REQUIRED ACTION — Below are the records; restate all of them word for word.

[Extracted records]
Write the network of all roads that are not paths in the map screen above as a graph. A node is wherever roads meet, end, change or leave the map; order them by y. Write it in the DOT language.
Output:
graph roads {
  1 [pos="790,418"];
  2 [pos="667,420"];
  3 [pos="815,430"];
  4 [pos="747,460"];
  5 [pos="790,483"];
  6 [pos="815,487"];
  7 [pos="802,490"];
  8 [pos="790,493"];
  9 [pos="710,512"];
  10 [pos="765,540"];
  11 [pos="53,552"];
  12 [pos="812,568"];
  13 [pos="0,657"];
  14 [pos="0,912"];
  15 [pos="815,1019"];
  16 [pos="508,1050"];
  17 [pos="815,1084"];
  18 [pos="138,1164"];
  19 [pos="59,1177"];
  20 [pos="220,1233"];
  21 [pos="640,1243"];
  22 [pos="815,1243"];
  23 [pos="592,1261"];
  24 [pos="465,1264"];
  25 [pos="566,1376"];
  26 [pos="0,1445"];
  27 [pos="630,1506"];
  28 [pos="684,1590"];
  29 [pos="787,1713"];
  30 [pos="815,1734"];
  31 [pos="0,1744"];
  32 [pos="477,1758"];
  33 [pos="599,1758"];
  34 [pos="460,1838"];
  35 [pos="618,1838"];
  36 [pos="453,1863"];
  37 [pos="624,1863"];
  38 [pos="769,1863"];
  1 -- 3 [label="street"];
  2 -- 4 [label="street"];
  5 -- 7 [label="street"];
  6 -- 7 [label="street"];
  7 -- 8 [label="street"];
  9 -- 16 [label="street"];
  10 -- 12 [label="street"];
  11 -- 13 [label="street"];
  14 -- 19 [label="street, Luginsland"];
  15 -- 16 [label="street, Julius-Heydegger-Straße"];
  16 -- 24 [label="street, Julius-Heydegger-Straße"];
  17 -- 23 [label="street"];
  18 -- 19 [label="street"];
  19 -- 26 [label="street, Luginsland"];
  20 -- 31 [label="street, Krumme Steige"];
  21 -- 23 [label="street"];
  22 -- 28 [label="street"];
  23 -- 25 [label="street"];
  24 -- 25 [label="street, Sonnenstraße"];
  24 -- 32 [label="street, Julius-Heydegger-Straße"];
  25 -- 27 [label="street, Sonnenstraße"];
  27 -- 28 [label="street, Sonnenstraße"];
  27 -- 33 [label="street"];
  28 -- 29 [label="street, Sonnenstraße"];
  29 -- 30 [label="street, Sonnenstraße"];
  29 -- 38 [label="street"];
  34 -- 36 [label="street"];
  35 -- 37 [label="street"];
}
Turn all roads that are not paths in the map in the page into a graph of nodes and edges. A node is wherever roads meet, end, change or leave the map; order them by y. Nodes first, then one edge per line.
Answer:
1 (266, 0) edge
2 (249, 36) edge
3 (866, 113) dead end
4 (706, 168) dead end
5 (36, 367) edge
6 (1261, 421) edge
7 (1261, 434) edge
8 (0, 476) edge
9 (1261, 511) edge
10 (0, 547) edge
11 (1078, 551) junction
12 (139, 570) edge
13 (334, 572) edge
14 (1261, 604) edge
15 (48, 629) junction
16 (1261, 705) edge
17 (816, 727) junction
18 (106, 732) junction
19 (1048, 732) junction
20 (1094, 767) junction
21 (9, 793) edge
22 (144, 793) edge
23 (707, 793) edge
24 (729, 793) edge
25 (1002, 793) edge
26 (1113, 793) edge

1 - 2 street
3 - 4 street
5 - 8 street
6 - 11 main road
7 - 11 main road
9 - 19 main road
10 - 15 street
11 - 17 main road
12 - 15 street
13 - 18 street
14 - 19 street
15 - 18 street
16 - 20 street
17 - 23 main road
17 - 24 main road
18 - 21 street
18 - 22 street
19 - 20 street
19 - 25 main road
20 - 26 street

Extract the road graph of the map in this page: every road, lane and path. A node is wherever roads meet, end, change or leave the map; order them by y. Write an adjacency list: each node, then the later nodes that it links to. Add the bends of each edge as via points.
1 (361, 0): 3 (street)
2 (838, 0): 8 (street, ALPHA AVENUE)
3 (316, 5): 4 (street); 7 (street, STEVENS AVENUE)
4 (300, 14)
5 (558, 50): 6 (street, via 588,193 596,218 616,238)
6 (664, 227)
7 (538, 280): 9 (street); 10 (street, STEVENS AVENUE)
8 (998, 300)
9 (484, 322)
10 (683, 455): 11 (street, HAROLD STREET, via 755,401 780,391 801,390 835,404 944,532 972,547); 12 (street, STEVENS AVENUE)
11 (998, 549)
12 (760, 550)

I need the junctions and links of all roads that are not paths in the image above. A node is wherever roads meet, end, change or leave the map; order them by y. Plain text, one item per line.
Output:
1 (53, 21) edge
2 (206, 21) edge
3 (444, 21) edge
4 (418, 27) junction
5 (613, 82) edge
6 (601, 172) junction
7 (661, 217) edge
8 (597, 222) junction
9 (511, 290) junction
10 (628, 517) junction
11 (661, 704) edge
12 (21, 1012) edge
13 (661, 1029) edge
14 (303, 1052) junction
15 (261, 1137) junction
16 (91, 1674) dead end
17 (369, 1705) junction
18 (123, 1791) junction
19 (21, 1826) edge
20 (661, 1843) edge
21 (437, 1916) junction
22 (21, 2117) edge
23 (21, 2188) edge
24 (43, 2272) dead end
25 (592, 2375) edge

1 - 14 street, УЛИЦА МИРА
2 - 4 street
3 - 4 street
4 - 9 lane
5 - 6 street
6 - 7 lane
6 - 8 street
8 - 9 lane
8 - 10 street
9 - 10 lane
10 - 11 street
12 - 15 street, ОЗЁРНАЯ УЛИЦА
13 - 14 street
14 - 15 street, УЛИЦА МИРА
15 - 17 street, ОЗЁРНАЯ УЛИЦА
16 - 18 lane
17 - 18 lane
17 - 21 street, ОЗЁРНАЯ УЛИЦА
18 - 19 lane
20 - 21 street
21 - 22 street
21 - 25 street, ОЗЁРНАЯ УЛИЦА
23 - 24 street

TASK RESULT —
Write the network of all roads that are not paths in the map screen above as a graph. A node is wherever roads meet, end, change or leave the map; order them by y. Write it in the DOT language.
Output:
graph roads {
  1 [pos="790,418"];
  2 [pos="667,420"];
  3 [pos="815,430"];
  4 [pos="747,460"];
  5 [pos="790,483"];
  6 [pos="815,487"];
  7 [pos="802,490"];
  8 [pos="790,493"];
  9 [pos="710,512"];
  10 [pos="765,540"];
  11 [pos="53,552"];
  12 [pos="812,568"];
  13 [pos="0,657"];
  14 [pos="0,912"];
  15 [pos="815,1019"];
  16 [pos="508,1050"];
  17 [pos="815,1084"];
  18 [pos="138,1164"];
  19 [pos="59,1177"];
  20 [pos="220,1233"];
  21 [pos="640,1243"];
  22 [pos="815,1243"];
  23 [pos="592,1261"];
  24 [pos="465,1264"];
  25 [pos="566,1376"];
  26 [pos="0,1445"];
  27 [pos="630,1506"];
  28 [pos="684,1590"];
  29 [pos="787,1713"];
  30 [pos="815,1734"];
  31 [pos="0,1744"];
  32 [pos="477,1758"];
  33 [pos="599,1758"];
  34 [pos="460,1838"];
  35 [pos="618,1838"];
  36 [pos="453,1863"];
  37 [pos="624,1863"];
  38 [pos="769,1863"];
  1 -- 3 [label="street"];
  2 -- 4 [label="street"];
  5 -- 7 [label="street"];
  6 -- 7 [label="street"];
  7 -- 8 [label="street"];
  9 -- 16 [label="street"];
  10 -- 12 [label="street"];
  11 -- 13 [label="street"];
  14 -- 19 [label="street, Luginsland"];
  15 -- 16 [label="street, Julius-Heydegger-Straße"];
  16 -- 24 [label="street, Julius-Heydegger-Straße"];
  17 -- 23 [label="street"];
  18 -- 19 [label="street"];
  19 -- 26 [label="street, Luginsland"];
  20 -- 31 [label="street, Krumme Steige"];
  21 -- 23 [label="street"];
  22 -- 28 [label="street"];
  23 -- 25 [label="street"];
  24 -- 25 [label="street, Sonnenstraße"];
  24 -- 32 [label="street, Julius-Heydegger-Straße"];
  25 -- 27 [label="street, Sonnenstraße"];
  27 -- 28 [label="street, Sonnenstraße"];
  27 -- 33 [label="street"];
  28 -- 29 [label="street, Sonnenstraße"];
  29 -- 30 [label="street, Sonnenstraße"];
  29 -- 38 [label="street"];
  34 -- 36 [label="street"];
  35 -- 37 [label="street"];
}
Turn all roads that are not paths in the map in the page into a graph of nodes and edges. A node is wherever roads meet, end, change or leave the map; order them by y. Nodes first, then one edge per line.
Answer:
1 (266, 0) edge
2 (249, 36) edge
3 (866, 113) dead end
4 (706, 168) dead end
5 (36, 367) edge
6 (1261, 421) edge
7 (1261, 434) edge
8 (0, 476) edge
9 (1261, 511) edge
10 (0, 547) edge
11 (1078, 551) junction
12 (139, 570) edge
13 (334, 572) edge
14 (1261, 604) edge
15 (48, 629) junction
16 (1261, 705) edge
17 (816, 727) junction
18 (106, 732) junction
19 (1048, 732) junction
20 (1094, 767) junction
21 (9, 793) edge
22 (144, 793) edge
23 (707, 793) edge
24 (729, 793) edge
25 (1002, 793) edge
26 (1113, 793) edge

1 - 2 street
3 - 4 street
5 - 8 street
6 - 11 main road
7 - 11 main road
9 - 19 main road
10 - 15 street
11 - 17 main road
12 - 15 street
13 - 18 street
14 - 19 street
15 - 18 street
16 - 20 street
17 - 23 main road
17 - 24 main road
18 - 21 street
18 - 22 street
19 - 20 street
19 - 25 main road
20 - 26 street

Extract the road graph of the map in this page: every road, lane and path. A node is wherever roads meet, end, change or leave the map; order them by y. Write an adjacency list: each node, then the later nodes that it links to. Add the bends of each edge as via points.
1 (361, 0): 3 (street)
2 (838, 0): 8 (street, ALPHA AVENUE)
3 (316, 5): 4 (street); 7 (street, STEVENS AVENUE)
4 (300, 14)
5 (558, 50): 6 (street, via 588,193 596,218 616,238)
6 (664, 227)
7 (538, 280): 9 (street); 10 (street, STEVENS AVENUE)
8 (998, 300)
9 (484, 322)
10 (683, 455): 11 (street, HAROLD STREET, via 755,401 780,391 801,390 835,404 944,532 972,547); 12 (street, STEVENS AVENUE)
11 (998, 549)
12 (760, 550)

I need the junctions and links of all roads that are not paths in the image above. A node is wherever roads meet, end, change or leave the map; order them by y. Plain text, one item per line.
Output:
1 (53, 21) edge
2 (206, 21) edge
3 (444, 21) edge
4 (418, 27) junction
5 (613, 82) edge
6 (601, 172) junction
7 (661, 217) edge
8 (597, 222) junction
9 (511, 290) junction
10 (628, 517) junction
11 (661, 704) edge
12 (21, 1012) edge
13 (661, 1029) edge
14 (303, 1052) junction
15 (261, 1137) junction
16 (91, 1674) dead end
17 (369, 1705) junction
18 (123, 1791) junction
19 (21, 1826) edge
20 (661, 1843) edge
21 (437, 1916) junction
22 (21, 2117) edge
23 (21, 2188) edge
24 (43, 2272) dead end
25 (592, 2375) edge

1 - 14 street, УЛИЦА МИРА
2 - 4 street
3 - 4 street
4 - 9 lane
5 - 6 street
6 - 7 lane
6 - 8 street
8 - 9 lane
8 - 10 street
9 - 10 lane
10 - 11 street
12 - 15 street, ОЗЁРНАЯ УЛИЦА
13 - 14 street
14 - 15 street, УЛИЦА МИРА
15 - 17 street, ОЗЁРНАЯ УЛИЦА
16 - 18 lane
17 - 18 lane
17 - 21 street, ОЗЁРНАЯ УЛИЦА
18 - 19 lane
20 - 21 street
21 - 22 street
21 - 25 street, ОЗЁРНАЯ УЛИЦА
23 - 24 street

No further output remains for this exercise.